An 80 year old man was sitting on the sofa in his house along with his 45 years old highly educated son.  Suddenly a crow perched on their window.  

The father asked his son, "What is this?"

The son replied, "It is a crow".

After a few minutes, the father asked his son the 2nd time, "What is this?"

The son said, "Father, I have just now told you, It's a crow".

After a little while, the old father again asked his son the 3rd time, "What is this?"

At this time some expression of irritation was felt in the son's tone when he said to his father with a rebuff.  "It's a crow, a crow".

A little after, the father again asked his son the 4th time, "What is this?"

This time the son shouted at his father, "Why do you keep asking me the same question again and again, although I have told you so many times "IT IS A CROW".  Are you not able to understand this?"

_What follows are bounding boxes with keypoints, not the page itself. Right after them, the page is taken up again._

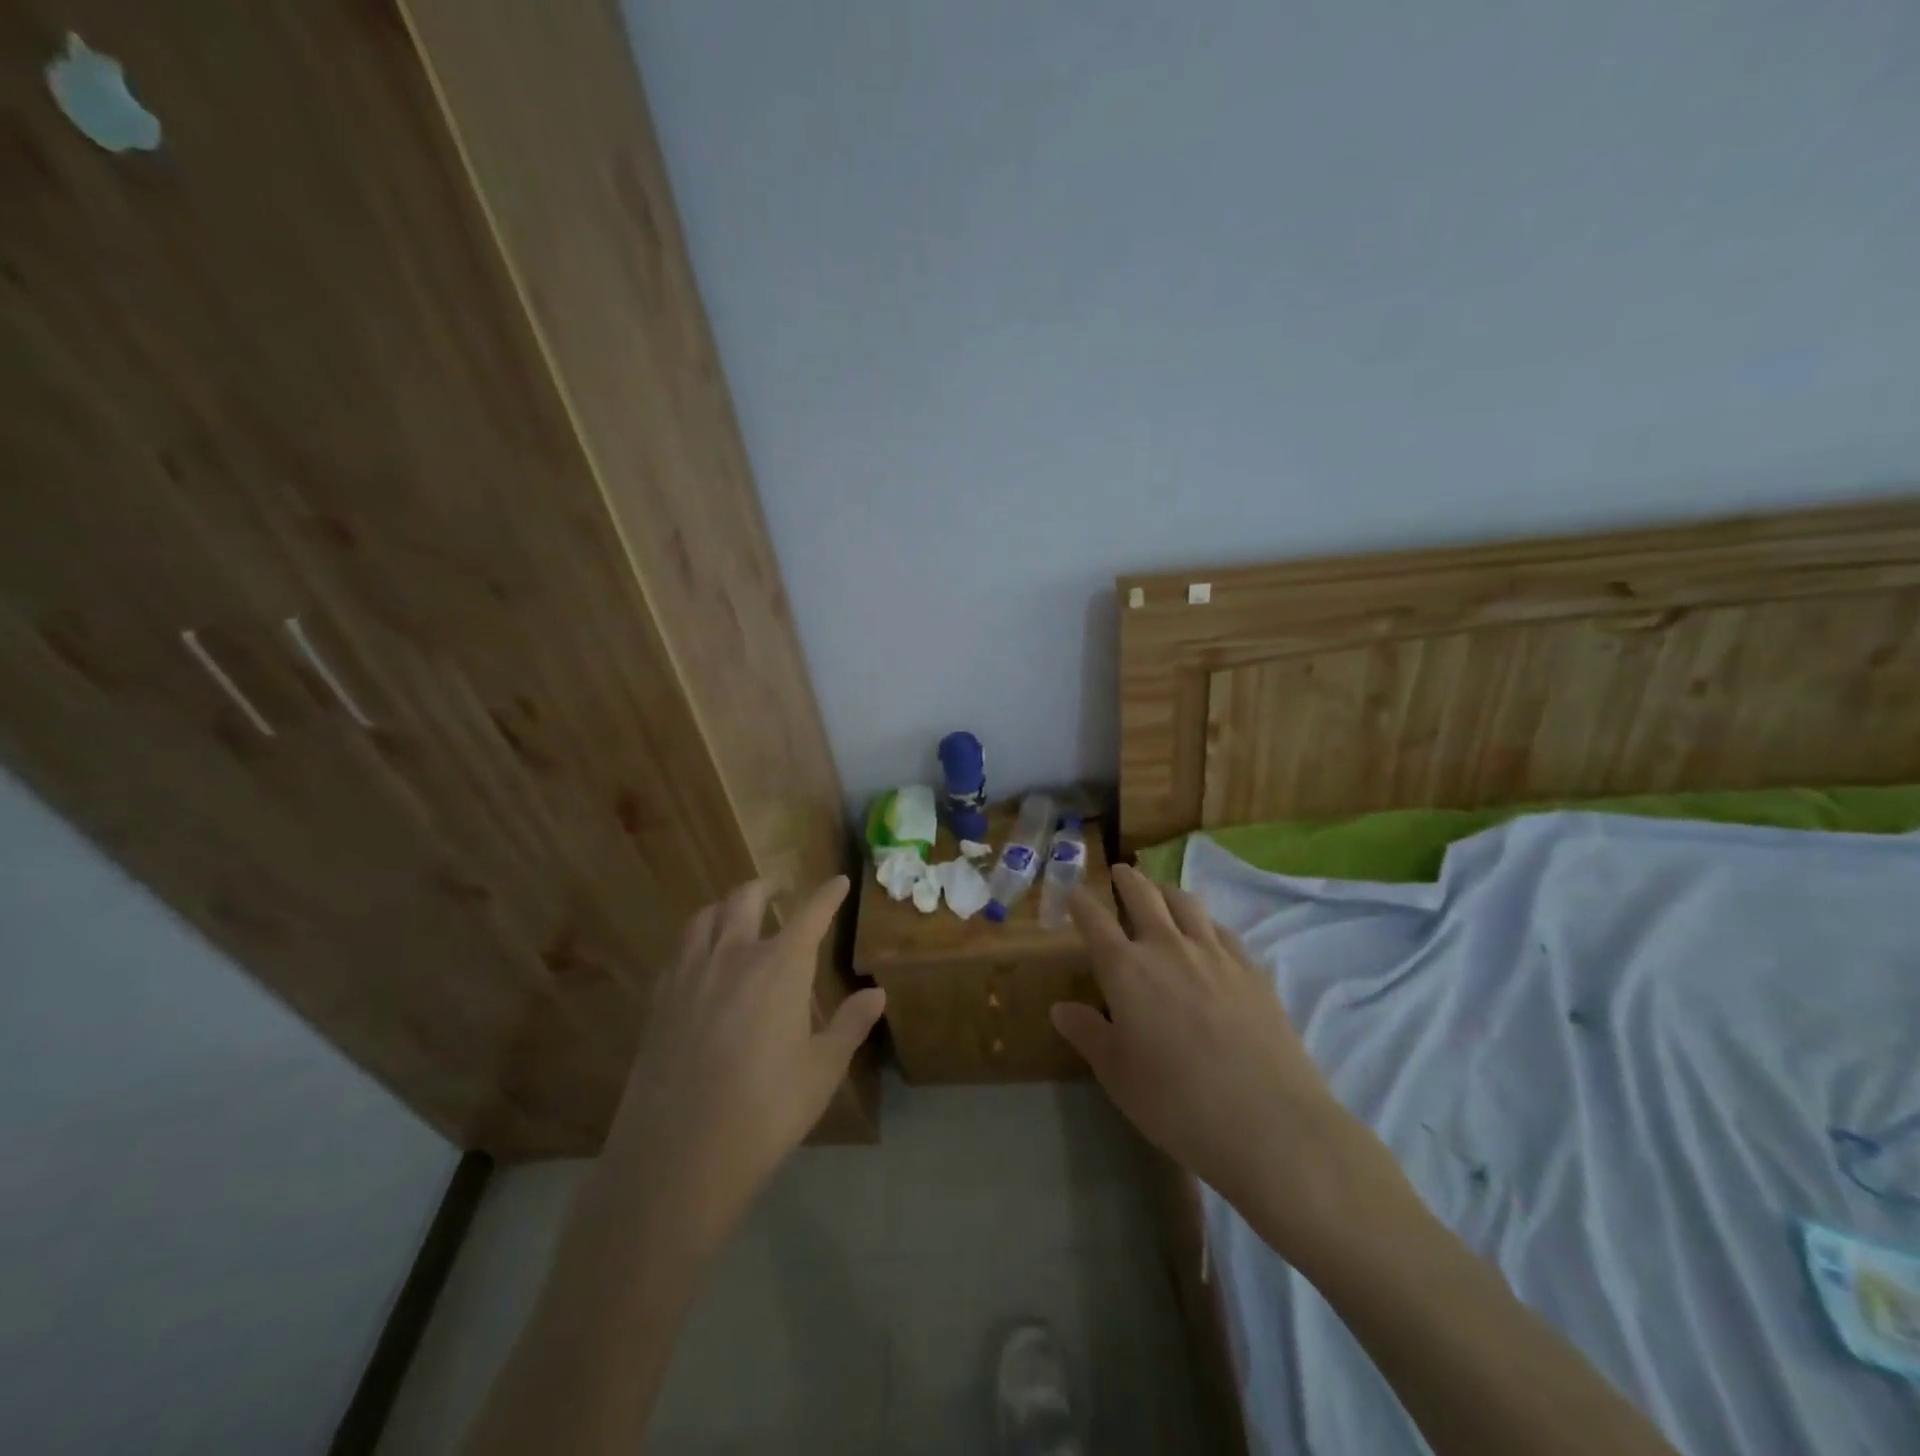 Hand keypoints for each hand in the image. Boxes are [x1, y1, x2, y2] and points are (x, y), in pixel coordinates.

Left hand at [605, 876, 884, 1243]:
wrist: (679, 1156)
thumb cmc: (765, 1110)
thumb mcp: (822, 1070)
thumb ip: (850, 1024)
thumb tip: (876, 994)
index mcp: (779, 966)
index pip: (810, 914)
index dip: (828, 895)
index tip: (839, 882)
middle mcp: (733, 956)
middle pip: (747, 898)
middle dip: (768, 886)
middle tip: (782, 890)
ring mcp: (690, 975)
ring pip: (705, 916)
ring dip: (727, 906)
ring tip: (738, 915)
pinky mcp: (660, 1000)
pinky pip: (680, 950)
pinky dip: (697, 939)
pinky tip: (703, 961)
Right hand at [1052, 865, 1387, 1244]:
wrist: (1270, 1123)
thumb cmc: (1177, 1104)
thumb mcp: (1118, 1076)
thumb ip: (1089, 1034)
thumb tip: (1060, 1007)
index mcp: (1126, 970)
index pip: (1095, 922)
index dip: (1081, 903)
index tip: (1074, 893)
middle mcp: (1167, 947)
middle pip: (1143, 896)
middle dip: (1127, 880)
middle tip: (1120, 872)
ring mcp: (1214, 954)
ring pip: (1186, 903)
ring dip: (1166, 890)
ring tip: (1161, 892)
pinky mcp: (1251, 969)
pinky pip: (1222, 929)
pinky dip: (1206, 920)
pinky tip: (1208, 932) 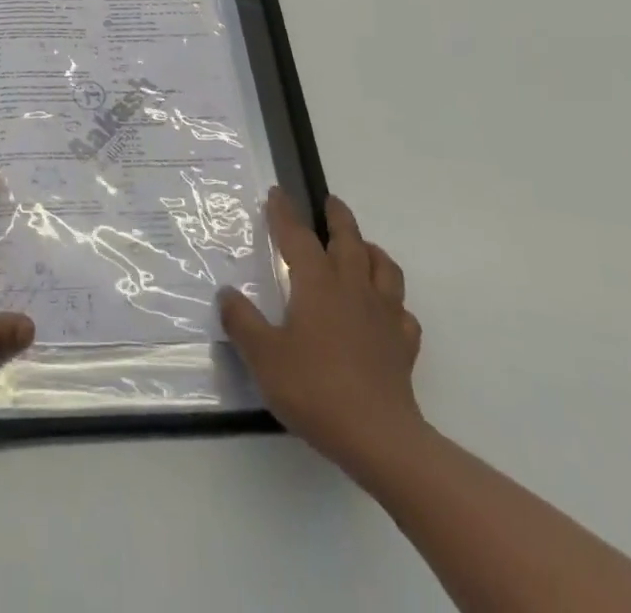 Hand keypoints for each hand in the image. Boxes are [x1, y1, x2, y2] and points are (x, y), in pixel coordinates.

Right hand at [219, 187, 424, 480]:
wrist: (379, 438)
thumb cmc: (315, 389)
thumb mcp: (264, 356)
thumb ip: (242, 322)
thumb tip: (227, 293)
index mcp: (316, 284)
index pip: (297, 237)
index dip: (285, 213)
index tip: (277, 193)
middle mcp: (352, 289)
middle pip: (349, 240)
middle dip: (338, 218)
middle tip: (331, 202)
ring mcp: (383, 316)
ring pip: (384, 269)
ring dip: (372, 251)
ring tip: (363, 247)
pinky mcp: (403, 346)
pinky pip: (403, 313)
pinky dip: (394, 303)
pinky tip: (386, 310) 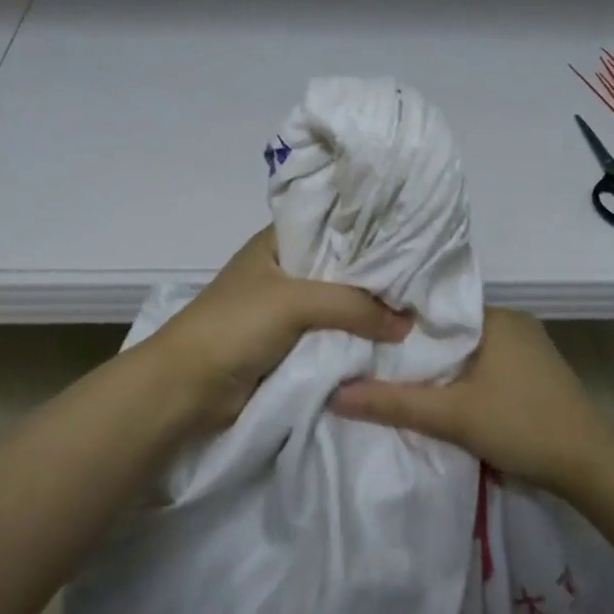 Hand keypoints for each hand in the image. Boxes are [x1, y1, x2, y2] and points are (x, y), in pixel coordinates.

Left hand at [148, 228, 411, 431]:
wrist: (189, 389)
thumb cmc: (235, 326)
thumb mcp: (294, 302)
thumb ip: (353, 305)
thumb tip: (406, 323)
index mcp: (278, 244)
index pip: (331, 225)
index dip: (369, 230)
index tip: (412, 237)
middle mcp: (285, 271)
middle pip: (340, 269)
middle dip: (376, 278)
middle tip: (424, 281)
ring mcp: (287, 310)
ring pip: (339, 307)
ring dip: (369, 315)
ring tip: (420, 311)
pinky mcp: (291, 346)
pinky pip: (332, 338)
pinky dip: (355, 342)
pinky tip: (392, 342)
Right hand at [331, 308, 613, 493]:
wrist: (592, 467)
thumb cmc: (522, 426)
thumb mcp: (452, 416)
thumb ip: (394, 403)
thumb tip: (335, 395)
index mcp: (495, 315)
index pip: (434, 306)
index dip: (399, 320)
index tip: (365, 332)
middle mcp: (511, 321)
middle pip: (449, 329)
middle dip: (417, 345)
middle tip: (372, 357)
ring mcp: (527, 346)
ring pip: (467, 348)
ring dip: (441, 364)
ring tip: (396, 374)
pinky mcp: (534, 371)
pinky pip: (485, 362)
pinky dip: (463, 375)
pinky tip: (442, 391) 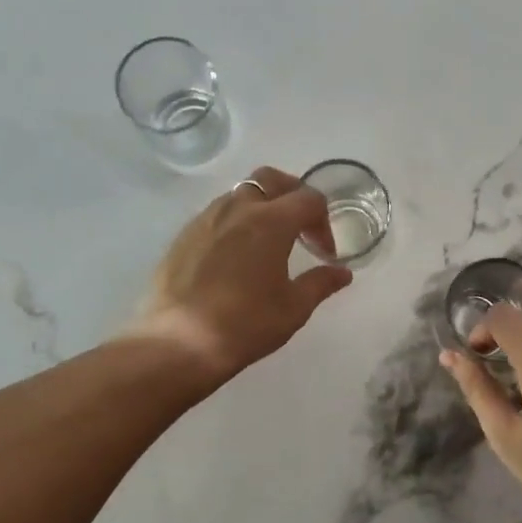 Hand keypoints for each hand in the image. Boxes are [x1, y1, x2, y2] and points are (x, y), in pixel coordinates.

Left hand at [127, 166, 353, 382]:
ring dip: (261, 207)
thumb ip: (320, 283)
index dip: (324, 223)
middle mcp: (237, 209)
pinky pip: (216, 215)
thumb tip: (342, 273)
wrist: (179, 343)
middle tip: (300, 226)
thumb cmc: (246, 324)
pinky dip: (234, 224)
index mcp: (270, 221)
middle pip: (271, 179)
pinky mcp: (183, 236)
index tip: (324, 253)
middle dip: (292, 194)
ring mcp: (205, 219)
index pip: (308, 200)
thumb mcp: (293, 308)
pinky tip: (235, 258)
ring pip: (240, 195)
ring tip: (267, 243) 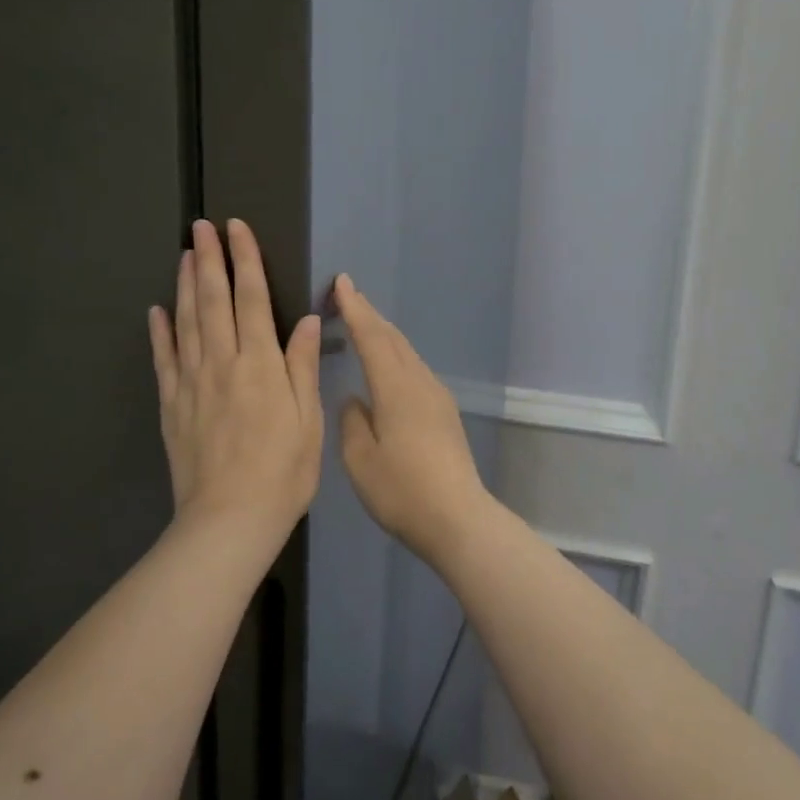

A little later the father went to his room and came back with an old tattered diary, which he had maintained since his son was born.  On opening a page, he asked his son to read that page.  When the son read it, the following words were written in the diary:-

"Today my little son aged three was sitting with me on the sofa, when a crow was sitting on the window. 

My son asked me 23 times what it was, and I replied to him all 23 times that it was a crow. 

I hugged him lovingly each time he asked me the same question again and again for 23 times.  

I did not at all feel irritated I rather felt affection for my innocent child".

While the little child asked him 23 times "What is this?", the father had felt no irritation in replying to the same question all 23 times and when today the father asked his son the same question just 4 times, the son felt irritated and annoyed.  

So...

If your parents attain old age, do not repulse them or look at them as a burden, but speak to them a gracious word, be cool, obedient, humble and kind to them.  Be considerate to your parents.  From today say this aloud, "I want to see my parents happy forever.  They have cared for me ever since I was a little child.  They have always showered their selfless love on me.  They crossed all mountains and valleys without seeing the storm and heat to make a person presentable in the society today".



Allah says:

Your Lord has enjoined the following: You should not worship anyone but Him Alone!  Treat your parents with great kindness;  if either or both of them attain old age, do not even say 'uff' to them;  nor rebuke them;  but speak to them kind words.  Treat them with humility and tenderness and pray, "O our Lord,  be merciful to them, just as they brought me up with kindness and affection in my childhood."

{Holy Quran 17:23-24}

----------


## RAHEN

mashaALLAH what a great post...i enjoyed reading ..the aayah says it all...
jazakALLAh alf khair.

----------


## @sd

JIZAKALLAH nice

----------


## RijaZ

hmmmm thanks for such a beautiful thought...ye baatein humay yaad delati hain ke hum kia kardete hain kabhi kabhi thanks for sharing this thanks alot...Plz keep posting these types of threads...

----------


## Tulip

*Great post.*

----------


## shakeel43680

nice story with a moral.

----------


## preetikashukla

nice story with a very great moral

----------